Data excerpts —
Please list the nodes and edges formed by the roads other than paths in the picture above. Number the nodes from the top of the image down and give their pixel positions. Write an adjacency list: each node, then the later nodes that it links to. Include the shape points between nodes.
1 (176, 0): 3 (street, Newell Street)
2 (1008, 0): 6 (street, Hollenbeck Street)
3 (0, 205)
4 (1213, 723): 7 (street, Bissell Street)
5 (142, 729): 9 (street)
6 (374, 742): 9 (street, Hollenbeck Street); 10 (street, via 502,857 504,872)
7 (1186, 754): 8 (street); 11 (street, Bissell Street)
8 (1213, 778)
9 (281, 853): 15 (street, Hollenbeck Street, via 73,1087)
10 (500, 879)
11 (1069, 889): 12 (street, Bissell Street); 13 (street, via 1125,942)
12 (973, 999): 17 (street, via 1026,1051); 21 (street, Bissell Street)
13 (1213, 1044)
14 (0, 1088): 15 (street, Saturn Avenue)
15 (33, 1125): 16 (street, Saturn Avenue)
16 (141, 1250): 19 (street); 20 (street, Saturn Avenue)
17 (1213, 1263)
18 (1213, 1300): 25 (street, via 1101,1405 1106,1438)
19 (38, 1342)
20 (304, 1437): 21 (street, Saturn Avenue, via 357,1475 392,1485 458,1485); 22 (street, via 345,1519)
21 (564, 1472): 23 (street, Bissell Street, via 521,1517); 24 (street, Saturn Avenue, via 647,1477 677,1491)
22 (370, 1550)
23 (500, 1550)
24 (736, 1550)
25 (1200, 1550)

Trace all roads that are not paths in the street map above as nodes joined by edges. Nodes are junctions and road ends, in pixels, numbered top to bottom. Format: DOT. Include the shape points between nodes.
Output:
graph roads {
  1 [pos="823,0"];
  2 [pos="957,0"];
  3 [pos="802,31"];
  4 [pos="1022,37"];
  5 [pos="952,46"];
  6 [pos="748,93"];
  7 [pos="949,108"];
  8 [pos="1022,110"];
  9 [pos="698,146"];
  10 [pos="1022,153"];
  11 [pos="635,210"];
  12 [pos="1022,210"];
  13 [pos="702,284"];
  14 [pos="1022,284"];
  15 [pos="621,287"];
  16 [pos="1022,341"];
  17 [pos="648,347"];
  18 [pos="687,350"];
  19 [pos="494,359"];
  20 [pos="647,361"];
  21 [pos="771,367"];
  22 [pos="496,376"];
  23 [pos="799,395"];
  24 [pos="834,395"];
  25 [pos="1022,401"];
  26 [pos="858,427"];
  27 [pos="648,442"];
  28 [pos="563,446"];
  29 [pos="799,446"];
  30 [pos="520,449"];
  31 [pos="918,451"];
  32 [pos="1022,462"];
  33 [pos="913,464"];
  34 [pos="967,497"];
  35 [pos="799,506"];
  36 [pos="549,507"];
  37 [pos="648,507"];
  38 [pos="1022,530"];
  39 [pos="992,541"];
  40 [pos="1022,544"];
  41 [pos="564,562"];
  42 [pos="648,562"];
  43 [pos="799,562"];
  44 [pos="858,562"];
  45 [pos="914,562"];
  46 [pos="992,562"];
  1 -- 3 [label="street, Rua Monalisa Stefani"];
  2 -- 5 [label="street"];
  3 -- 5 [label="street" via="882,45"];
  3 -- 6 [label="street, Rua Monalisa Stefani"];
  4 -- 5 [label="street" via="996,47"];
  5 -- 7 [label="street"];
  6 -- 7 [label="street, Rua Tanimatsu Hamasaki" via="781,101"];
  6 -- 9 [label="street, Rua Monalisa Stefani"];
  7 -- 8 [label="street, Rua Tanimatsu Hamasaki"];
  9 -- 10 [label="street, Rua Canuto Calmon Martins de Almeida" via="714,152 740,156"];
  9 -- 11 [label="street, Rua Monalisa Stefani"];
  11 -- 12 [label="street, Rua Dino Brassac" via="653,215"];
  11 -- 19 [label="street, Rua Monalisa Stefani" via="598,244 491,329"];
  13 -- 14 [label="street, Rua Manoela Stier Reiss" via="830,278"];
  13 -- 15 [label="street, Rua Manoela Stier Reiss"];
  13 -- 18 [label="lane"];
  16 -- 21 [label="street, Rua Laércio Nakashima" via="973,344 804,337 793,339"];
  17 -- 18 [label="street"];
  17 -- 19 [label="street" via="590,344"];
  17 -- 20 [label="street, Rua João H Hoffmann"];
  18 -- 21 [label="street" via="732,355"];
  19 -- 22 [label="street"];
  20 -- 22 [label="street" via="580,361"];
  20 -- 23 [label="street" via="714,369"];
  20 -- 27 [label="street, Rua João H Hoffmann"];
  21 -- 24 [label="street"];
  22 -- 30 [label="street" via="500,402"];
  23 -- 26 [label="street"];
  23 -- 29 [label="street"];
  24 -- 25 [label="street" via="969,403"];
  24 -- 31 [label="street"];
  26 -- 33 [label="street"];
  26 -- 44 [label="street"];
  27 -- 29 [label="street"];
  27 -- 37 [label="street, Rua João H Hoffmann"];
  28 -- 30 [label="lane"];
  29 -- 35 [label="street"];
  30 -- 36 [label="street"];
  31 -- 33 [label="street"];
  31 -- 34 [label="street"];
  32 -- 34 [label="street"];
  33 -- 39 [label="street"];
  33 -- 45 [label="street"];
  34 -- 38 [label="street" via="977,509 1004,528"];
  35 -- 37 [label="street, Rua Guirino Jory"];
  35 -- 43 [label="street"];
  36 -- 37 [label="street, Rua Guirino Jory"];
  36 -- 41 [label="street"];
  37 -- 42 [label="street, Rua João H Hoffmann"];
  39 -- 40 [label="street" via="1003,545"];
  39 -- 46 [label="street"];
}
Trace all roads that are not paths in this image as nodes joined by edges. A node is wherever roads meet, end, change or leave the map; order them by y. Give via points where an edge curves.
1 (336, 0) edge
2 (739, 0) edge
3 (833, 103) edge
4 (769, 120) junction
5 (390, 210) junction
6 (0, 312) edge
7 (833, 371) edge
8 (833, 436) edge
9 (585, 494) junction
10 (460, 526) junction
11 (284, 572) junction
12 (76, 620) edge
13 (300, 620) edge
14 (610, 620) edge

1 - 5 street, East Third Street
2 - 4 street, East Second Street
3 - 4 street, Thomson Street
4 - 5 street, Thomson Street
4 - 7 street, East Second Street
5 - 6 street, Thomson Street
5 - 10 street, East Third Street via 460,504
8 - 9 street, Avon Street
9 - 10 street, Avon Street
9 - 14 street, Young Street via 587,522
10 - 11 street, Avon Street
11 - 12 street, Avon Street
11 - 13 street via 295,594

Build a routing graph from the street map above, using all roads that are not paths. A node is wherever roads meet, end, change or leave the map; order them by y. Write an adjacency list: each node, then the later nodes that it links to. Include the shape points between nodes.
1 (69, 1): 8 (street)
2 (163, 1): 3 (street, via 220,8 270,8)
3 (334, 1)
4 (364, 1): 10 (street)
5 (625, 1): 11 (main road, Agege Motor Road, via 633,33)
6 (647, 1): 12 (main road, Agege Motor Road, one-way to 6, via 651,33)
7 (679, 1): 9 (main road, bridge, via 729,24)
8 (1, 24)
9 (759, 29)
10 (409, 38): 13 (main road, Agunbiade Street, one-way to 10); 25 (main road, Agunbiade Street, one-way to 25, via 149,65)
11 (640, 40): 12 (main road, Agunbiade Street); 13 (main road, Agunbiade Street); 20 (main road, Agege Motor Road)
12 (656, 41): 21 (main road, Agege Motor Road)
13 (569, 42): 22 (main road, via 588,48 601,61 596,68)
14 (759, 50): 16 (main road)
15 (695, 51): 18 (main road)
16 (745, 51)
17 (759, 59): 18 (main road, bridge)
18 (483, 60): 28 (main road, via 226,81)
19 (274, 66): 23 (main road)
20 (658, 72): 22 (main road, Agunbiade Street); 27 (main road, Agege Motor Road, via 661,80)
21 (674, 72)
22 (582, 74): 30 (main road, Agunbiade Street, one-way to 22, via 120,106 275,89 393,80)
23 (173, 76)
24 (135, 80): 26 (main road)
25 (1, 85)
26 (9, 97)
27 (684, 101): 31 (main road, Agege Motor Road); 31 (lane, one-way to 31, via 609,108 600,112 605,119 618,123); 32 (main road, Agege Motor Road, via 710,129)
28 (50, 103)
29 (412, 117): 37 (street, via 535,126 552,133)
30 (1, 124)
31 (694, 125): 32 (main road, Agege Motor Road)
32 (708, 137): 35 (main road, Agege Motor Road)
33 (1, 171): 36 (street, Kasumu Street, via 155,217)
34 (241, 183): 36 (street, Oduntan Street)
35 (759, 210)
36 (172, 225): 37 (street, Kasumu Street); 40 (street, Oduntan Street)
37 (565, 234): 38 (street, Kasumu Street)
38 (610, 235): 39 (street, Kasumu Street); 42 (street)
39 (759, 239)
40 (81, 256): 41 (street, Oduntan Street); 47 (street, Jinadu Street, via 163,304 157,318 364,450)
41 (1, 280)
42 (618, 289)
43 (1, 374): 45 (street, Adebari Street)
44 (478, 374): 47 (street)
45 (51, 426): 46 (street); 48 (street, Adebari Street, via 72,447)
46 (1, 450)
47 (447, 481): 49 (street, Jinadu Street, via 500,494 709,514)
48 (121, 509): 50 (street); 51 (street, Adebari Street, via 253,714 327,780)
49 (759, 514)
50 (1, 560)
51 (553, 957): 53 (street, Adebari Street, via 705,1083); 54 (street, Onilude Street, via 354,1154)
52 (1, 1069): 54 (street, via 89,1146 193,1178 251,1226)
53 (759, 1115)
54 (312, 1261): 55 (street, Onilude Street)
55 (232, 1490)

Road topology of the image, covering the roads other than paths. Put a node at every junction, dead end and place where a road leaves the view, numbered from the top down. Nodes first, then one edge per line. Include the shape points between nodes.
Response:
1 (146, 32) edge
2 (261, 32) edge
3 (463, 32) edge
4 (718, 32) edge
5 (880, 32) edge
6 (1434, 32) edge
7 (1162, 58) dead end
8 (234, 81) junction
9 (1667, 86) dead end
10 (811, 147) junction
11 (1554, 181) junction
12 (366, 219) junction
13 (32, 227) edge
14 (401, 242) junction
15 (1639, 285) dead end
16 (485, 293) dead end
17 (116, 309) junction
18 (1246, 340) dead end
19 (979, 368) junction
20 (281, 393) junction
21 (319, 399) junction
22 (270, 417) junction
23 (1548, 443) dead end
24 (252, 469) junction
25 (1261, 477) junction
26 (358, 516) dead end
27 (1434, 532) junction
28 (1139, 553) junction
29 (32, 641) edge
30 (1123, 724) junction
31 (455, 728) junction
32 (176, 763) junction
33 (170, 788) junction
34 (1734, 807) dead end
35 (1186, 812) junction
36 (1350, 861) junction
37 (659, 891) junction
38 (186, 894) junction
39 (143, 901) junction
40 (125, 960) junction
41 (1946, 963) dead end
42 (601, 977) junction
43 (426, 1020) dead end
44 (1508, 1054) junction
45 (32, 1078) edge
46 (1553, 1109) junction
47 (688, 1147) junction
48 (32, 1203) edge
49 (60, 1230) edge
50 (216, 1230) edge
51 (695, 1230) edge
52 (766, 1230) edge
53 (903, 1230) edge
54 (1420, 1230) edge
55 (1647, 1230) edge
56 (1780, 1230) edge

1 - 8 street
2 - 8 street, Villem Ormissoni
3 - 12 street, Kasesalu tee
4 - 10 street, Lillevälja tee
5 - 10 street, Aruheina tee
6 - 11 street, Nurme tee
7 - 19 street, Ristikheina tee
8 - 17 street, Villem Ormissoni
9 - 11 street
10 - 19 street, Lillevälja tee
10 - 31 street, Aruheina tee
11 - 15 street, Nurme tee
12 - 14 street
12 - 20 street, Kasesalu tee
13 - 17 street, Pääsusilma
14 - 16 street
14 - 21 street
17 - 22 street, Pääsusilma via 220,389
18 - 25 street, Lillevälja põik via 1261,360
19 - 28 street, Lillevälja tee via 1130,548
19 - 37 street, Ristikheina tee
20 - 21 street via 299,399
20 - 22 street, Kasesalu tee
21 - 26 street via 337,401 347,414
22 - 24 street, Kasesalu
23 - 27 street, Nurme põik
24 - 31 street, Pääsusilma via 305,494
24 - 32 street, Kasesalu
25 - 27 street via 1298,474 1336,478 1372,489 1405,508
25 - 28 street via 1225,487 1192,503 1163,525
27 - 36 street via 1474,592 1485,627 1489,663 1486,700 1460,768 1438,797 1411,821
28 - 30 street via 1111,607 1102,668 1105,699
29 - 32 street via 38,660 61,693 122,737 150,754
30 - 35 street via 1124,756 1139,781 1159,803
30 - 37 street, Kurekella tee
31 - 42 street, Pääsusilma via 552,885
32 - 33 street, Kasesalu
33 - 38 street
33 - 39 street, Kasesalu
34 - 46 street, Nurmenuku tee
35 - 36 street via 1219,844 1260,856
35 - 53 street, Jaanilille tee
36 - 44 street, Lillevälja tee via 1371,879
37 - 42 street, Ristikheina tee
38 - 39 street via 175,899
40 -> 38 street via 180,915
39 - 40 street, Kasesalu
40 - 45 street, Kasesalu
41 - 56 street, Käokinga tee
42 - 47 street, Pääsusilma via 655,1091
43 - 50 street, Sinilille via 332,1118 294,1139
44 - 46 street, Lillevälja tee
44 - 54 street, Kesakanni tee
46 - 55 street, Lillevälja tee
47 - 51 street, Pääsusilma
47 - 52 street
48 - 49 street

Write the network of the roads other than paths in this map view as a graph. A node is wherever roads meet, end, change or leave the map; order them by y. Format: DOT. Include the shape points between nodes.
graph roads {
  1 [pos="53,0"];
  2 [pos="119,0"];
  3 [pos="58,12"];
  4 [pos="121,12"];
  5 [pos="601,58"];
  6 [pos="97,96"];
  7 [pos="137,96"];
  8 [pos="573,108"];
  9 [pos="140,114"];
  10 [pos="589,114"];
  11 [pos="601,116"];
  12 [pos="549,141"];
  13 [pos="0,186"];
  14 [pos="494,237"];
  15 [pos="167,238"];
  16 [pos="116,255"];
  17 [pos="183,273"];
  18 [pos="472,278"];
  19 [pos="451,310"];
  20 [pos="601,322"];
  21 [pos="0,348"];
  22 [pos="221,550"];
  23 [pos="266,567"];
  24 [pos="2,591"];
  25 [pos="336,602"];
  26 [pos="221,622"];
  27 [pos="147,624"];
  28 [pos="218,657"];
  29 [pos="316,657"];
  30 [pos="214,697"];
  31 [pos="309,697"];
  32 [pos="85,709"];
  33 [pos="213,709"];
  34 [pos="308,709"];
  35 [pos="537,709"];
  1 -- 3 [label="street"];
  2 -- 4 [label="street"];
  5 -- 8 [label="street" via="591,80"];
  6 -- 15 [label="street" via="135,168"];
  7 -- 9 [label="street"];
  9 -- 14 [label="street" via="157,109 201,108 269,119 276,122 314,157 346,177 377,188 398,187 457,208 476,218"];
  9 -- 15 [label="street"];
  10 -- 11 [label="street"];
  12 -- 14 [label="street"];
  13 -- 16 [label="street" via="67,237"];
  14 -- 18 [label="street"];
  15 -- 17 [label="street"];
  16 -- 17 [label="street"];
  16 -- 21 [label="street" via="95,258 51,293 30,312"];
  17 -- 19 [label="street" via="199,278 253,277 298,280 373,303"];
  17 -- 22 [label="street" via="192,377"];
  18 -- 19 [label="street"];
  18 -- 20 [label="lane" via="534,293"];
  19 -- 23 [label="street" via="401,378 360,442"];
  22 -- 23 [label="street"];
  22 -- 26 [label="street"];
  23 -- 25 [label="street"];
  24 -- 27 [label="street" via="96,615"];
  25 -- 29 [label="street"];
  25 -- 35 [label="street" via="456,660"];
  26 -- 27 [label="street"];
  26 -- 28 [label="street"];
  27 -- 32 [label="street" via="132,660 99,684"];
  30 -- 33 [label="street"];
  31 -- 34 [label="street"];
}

Prompt — Where a line of the records contains the word "image", copy that line.

Answer below —
Please list the nodes and edges formed by the roads other than paths in the picture above. Number the nodes from the top of the image down and give their pixel positions. Write an adjacency list: each node, then the later nodes that it links to. Include the shape points between nodes.
Trace all roads that are not paths in this image as nodes joined by edges. A node is wherever roads meet, end, change or leave the map; order them by y. Give via points where an edge curves.
Road topology of the image, covering the roads other than paths. Put a node at every junction, dead end and place where a road leaves the view, numbered from the top down. Nodes first, then one edge per line. Include the shape points between nodes.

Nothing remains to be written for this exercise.